Keywords: Analgesics, multimodel-multitissue, pain models, proof-of-concept, spontaneous pain

INTRODUCTION

Pain is the most prevalent health care problem, and characterization of pain is of major importance in the diagnosis and choice of treatment.[1] In clinical practice, the different symptoms of the underlying disease or complaints relating to psychological, cognitive and social aspects of the illness, as well as systemic reactions such as fever and general malaise confound the characterization of pain.[2] This may bias the clinical evaluation in assessing the efficacy of analgesics; also, repeated exposures to drug make patients familiar with its side effects and increase the chance of "active placebo" effects.[3] Because of these limitations, human experimental pain models are often helpful in preclinical studies of new analgesics. Also, in human models, the investigator can control the experimentally induced pain, including the nature, localization, intensity, frequency and duration of the stimulus and provide quantitative measures of the psychological, behavioral or neurophysiological responses.[4]

Most of the animal models of pain rely on detecting a change in the threshold or response to an applied stimulus and the absence of verbal communication in animals is undoubtedly an obstacle to the evaluation of pain. Also, the neurobiology of nociceptive systems differ between species and this limits the extrapolation of findings from animal studies to man.[5] However, the animal models can be used as tools to help to find-out the relative contribution of different pain mechanisms in changing an animal's behavior in a given situation.[6]

Human experimental pain models can act as a translational bridge between animal and clinical research and many of the mechanisms tested in animals can also be translated [Figure 1] and evaluated in healthy volunteers and used to predict the efficacy of a given drug in specific patient populations[4] [Figure 2]. Finally, reproducibility of the method is an important factor; if reproducibility is good, the model can be useful in drug screening[7] and randomized controlled trials are the ideal to explore the effectiveness of the clinical intervention.[8]

Figure 1.

Figure 1

Human experimental pain models: Focus on translation

Figure 2.

Figure 2

Examples for the scope of pain indications

Assessment of the output from these pain models can be based on psychophysical or neurophysiological methods.[9] Psychophysical methods are the simplest way to assess the pain response[10] and are based on subjective experience of pain, measured on standard scales or as pain thresholds and neurophysiological methods include measurement of evoked brain potentials or nociceptive withdrawal reflexes.

DEFINITIONS

Allodynia

Pain due to a stimulus which does not normally provoke pain [Figure 3].

Figure 3.

Figure 3

Illustrates hyperalgesia; manifested locally (primary hyperalgesia) and by central sensitization (secondary hyperalgesia), for example, after freeze injury or 30 minutes after application of capsaicin

Hyperalgesia

An increased response to a noxious stimulus, caused by sensitization of peripheral nociceptors (primary hyperalgesia: The area of tissue injury) and/or by sensitization of central neurons (secondary hyperalgesia: outside the area of the original tissue injury) [Figure 3].

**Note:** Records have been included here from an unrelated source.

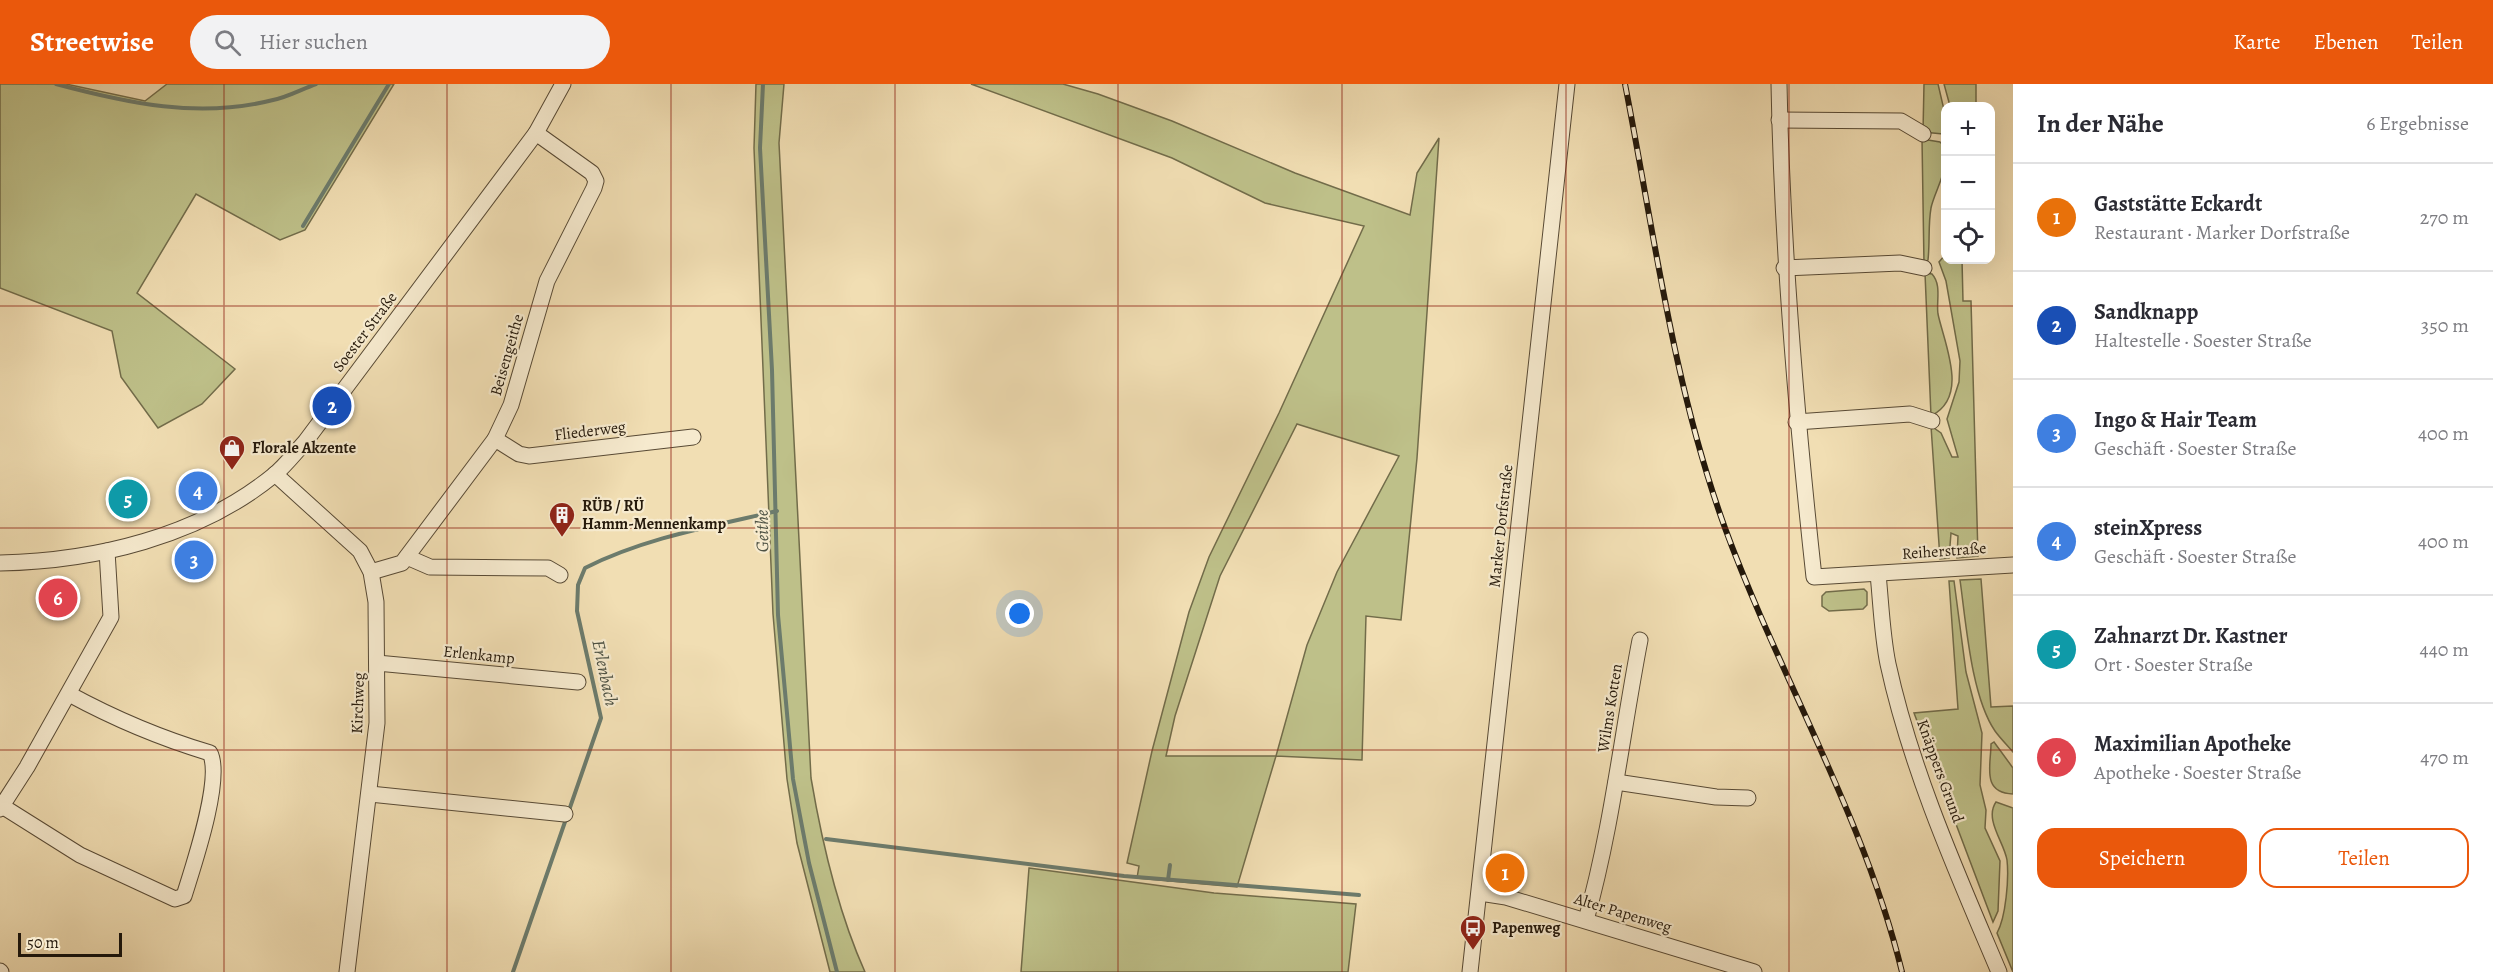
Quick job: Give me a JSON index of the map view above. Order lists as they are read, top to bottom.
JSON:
{
  "streets": {
    "street": [
      "Soester Straße",
      "Beisengeithe",
      "Fliederweg",
      "Marker Dorfstraße",
      "Reiherstraße",
      "Erlenkamp",
      "Kirchweg",
      "Wilms Kotten",
      "Knäppers Grund",
      "Alter Papenweg"
    ]
  },
  "crossings": [
    ["Soester Straße", "Beisengeithe"],
    ["Soester Straße", "Kirchweg"],
    ["Beisengeithe", "Fliederweg"],
    ["Beisengeithe", "Kirchweg"],
    ["Marker Dorfstraße", "Alter Papenweg"],
    ["Reiherstraße", "Knäppers Grund"],
    ["Erlenkamp", "Kirchweg"],
    ["Wilms Kotten", "Alter Papenweg"]
  ],
  "water": ["Geithe", "Erlenbach"],
  "places": {
    "shop": ["Florale Akzente"],
    "building": ["RÜB / RÜ Hamm-Mennenkamp"],
    "bus stop": ["Papenweg"]
  },
  "scale_bar": "50 m",
  "page": {
    "header": "Streetwise",
    "search": "Hier suchen",
    "nav": ["Karte", "Ebenen", "Teilen"],
    "heading": ["In der Nähe", "6 Ergebnisse"],
    "map_buttons": ["+", "−"],
    "list": [
      {
        "mark": "1",
        "name": "Gaststätte Eckardt",
        "note": "Restaurant · Marker Dorfstraße",
        "value": "270 m"
      },
      {
        "mark": "2",
        "name": "Sandknapp",
        "note": "Haltestelle · Soester Straße",
        "value": "350 m"
      },
      {
        "mark": "3",
        "name": "Ingo & Hair Team",
        "note": "Geschäft · Soester Straße",
        "value": "400 m"
      },
      {
        "mark": "4",
        "name": "steinXpress",
        "note": "Geschäft · Soester Straße",
        "value": "400 m"
      },
      {
        "mark": "5",
        "name": "Zahnarzt Dr. Kastner",
        "note": "Ort · Soester Straße",
        "value": "440 m"
      },
      {
        "mark": "6",
        "name": "Maximilian Apotheke",
        "note": "Apotheke · Soester Straße",
        "value": "470 m"
      }
    ],
    "pins": [
      "2",
      "4",
      "5",
      "3",
      "6",
      "1"
    ],
    "buttons": ["Speichern", "Teilen"],
    "scale": "50 m"
  }
}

Temporal Summation/Windup Like Pain

It is a phenomenon that occurs when a repetition of a stimulus increases pain perception.

Spatial summation

It is a phenomenon that occurs when a non-painful stimulus is perceived as painful when applied to a wider area.

Referred pain

Pain that is felt in a part of the body at a distance from the area of stimulation.

PAIN-INDUCTION METHODS

Pain models can be classified according to their presumed mechanism (inflammatory vs neuropathic), the involved tissue (skin vs muscle vs viscera) and their time course (phasic - shorter, lasting for milliseconds to seconds vs tonic - longer, lasting for minutes). However, mechanistically the most important categories are peripheral or central sensitization. Conceptually, the two forms of sensitization are strictly separated; but, most of the pain models are characterized by a combination of peripheral and central sensitization. For example, cutaneous freeze injury lead to both allodynia and hyperalgesia.[11] The present review gives a brief overview of the pain models according to the tissue type, with an intention for the development of the sensitive pain model methods based on the knowledge of earlier methods described in the present review.

MECHANICAL STIMULATION

Mechanical stimulation of the skin

Mechanical stimulation of the skin can be grouped into Touch, Pin Prick, and Pinching. This method has been used to evaluate the effect of clonidine, oxycodone, morphine, mepivacain, bupivacain, gabapentin, carbamazepine, and amitriptyline.

Touch

Sensitivity to touch can be assessed by applying a light pressure with a finger[12] or using a von Frey hair.[13] A-beta fiber mediate touch sensation.[14]

Major shortcomings

The von Frey hair activates both low threshold mechanoreceptors and nociceptors and is not specific.[6] Also, touch is used mainly to explore allodynia evoked by other pain stimuli.[15]

Pin-prick

Stimulation of the skin gently with a needle[16] or a safety pin[17] or thick von Frey filament and pain is reported as pricking or "first pain".[15] Pin-prick stimulation predominantly activates A-delta fibres.[14]

Major shortcomings

The rapidity of pain onset and termination is not easily controlled.[6,18]

Pressure

A skin flap can be squeezed between two pressure sensors[19] or a finger, toe[20] or an ear lobe[16] can be pinched between the algometer probe and a pinch handle.

Major shortcomings

The rapidity of pain onset and termination is not easily controlled.[6,18] Pain during pinching is a combination of mechanical stimulation and local ischemia.[21]

Mechanical stimulation of the muscle

This is typical exogenous experimental pain model and has been used for drug assessment of morphine, oxycodone, rofecoxib, tramadol, codeine, imipramine, and ketamine.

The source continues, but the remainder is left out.